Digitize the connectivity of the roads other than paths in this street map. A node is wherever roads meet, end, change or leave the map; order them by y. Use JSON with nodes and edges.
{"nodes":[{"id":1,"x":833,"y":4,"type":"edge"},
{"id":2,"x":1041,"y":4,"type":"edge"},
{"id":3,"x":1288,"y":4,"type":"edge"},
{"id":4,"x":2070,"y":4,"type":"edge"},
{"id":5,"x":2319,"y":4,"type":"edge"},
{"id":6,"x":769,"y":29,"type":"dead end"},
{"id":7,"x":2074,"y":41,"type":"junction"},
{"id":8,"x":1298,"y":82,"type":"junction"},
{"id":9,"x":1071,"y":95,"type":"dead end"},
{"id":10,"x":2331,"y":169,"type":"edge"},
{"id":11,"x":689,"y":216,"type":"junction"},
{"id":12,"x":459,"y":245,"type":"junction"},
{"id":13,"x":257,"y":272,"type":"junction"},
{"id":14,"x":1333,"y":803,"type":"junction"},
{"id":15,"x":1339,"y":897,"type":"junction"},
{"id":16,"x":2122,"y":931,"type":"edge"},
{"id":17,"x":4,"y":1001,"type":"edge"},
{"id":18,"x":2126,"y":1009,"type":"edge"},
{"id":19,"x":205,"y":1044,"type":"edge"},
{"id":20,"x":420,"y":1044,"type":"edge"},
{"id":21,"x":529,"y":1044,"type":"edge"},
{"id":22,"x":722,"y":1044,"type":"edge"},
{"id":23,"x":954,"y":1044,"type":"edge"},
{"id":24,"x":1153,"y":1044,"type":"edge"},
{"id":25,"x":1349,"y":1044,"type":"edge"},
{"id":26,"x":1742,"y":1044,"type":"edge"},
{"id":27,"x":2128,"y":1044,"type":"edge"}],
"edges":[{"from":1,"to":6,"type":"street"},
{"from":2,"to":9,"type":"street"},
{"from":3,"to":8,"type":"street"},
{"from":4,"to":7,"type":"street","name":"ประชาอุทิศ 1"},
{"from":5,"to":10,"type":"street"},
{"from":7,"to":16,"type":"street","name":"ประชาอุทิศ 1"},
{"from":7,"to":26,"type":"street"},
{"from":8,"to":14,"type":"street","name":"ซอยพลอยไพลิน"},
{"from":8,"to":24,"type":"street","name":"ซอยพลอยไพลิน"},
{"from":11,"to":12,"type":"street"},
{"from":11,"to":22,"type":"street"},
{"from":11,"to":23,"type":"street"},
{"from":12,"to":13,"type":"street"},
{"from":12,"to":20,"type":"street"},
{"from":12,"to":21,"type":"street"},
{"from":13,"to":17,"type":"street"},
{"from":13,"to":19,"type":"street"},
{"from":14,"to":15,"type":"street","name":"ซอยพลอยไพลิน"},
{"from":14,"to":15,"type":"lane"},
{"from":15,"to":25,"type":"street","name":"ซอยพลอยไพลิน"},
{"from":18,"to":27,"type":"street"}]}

==

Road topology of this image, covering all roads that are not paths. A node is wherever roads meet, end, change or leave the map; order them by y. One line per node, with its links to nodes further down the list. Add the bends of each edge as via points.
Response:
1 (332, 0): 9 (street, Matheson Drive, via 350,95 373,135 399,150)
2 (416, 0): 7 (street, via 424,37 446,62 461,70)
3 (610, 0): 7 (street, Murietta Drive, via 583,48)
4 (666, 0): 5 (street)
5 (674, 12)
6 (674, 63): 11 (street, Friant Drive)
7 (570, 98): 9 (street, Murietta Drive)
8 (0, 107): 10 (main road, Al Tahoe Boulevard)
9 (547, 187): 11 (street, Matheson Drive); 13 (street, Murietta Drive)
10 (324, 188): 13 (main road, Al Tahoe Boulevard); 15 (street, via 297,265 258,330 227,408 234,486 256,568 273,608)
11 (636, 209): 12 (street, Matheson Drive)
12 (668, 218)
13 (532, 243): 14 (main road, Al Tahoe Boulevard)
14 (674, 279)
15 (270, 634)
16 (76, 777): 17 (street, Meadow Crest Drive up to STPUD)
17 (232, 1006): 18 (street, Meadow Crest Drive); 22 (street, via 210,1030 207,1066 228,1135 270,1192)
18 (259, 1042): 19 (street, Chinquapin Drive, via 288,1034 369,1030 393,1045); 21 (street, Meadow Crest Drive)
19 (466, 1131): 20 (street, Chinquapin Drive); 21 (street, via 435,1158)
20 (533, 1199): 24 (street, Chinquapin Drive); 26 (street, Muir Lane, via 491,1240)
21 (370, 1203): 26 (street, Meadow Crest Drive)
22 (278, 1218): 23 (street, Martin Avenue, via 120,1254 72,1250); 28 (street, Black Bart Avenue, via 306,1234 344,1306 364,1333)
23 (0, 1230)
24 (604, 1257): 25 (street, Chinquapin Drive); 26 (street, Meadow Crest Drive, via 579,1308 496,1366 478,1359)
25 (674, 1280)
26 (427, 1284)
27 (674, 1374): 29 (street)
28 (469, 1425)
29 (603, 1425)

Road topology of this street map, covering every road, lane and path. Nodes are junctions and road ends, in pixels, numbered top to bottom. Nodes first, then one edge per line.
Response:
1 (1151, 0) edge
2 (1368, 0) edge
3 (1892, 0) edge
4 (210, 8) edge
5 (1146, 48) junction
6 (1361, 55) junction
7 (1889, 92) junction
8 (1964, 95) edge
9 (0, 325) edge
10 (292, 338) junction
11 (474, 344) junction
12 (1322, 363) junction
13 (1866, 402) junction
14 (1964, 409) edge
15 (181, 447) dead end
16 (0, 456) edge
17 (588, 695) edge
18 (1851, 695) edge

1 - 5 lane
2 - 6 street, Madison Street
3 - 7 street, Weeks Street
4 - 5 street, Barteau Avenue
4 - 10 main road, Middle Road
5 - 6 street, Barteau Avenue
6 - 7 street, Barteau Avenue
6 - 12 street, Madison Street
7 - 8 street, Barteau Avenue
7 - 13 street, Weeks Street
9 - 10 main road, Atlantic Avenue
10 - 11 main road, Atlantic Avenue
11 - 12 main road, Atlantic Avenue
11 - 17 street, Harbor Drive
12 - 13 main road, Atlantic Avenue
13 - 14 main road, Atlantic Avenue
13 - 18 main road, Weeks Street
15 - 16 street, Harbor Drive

## Work item
Above are the entries. Copy exactly the part that opens with the line containing "Road topology of this image, covering" and closes with the line containing "Road topology of this street", and no more.

## Solution below
Road topology of this image, covering all roads that are not paths. A node is wherever roads meet, end, change or leave the map; order them by y. One line per node, with its links to nodes further down the list. Add the bends of each edge as via points.
Response:
1 (332, 0): 9 (street, Matheson Drive, via 350,95 373,135 399,150)
2 (416, 0): 7 (street, via 424,37 446,62 461,70)
3 (610, 0): 7 (street, Murietta Drive, via 583,48)
4 (666, 0): 5 (street)
5 (674, 12)
6 (674, 63): 11 (street, Friant Drive)
7 (570, 98): 9 (street, Murietta Drive)
8 (0, 107): 10 (main road, Al Tahoe Boulevard)
9 (547, 187): 11 (street, Matheson Drive); 13 (street, Murietta Drive)
10 (324, 188): 13 (main road, Al Tahoe Boulevard); 15 (street, via 297,265 258,330 227,408 234,486 256,568 273,608)
11 (636, 209): 12 (street, Matheson Drive)
12 (668, 218)
13 (532, 243): 14 (main road, Al Tahoe Boulevard)
14 (674, 279)
15 (270, 634)
16 (76, 777): 17 (street, Meadow Crest Drive up to STPUD)
17 (232, 1006): 18 (street, Meadow Crest Drive); 22 (street, via 210,1030 207,1066 228,1135 270,1192)
18 (259, 1042): 19 (street, Chinquapin Drive, via 288,1034 369,1030 393,1045); 21 (street, Meadow Crest Drive)
19 (466, 1131): 20 (street, Chinquapin Drive); 21 (street, via 435,1158)
20 (533, 1199): 24 (street, Chinquapin Drive); 26 (street, Muir Lane, via 491,1240)
21 (370, 1203): 26 (street, Meadow Crest Drive)
22 (278, 1218): 23 (street, Martin Avenue, via 120,1254 72,1250); 28 (street, Black Bart Avenue, via 306,1234 344,1306 364,1333)
23 (0, 1230)
24 (604, 1257): 25 (street, Chinquapin Drive); 26 (street, Meadow Crest Drive, via 579,1308 496,1366 478,1359)
25 (674, 1280)
26 (427, 1284)
27 (674, 1374): 29 (street)
28 (469, 1425)
29 (603, 1425)

Road topology of this street map, covering every road, lane and path. Nodes are junctions and road ends, in pixels, numbered top to bottom. Nodes first, then one edge per line.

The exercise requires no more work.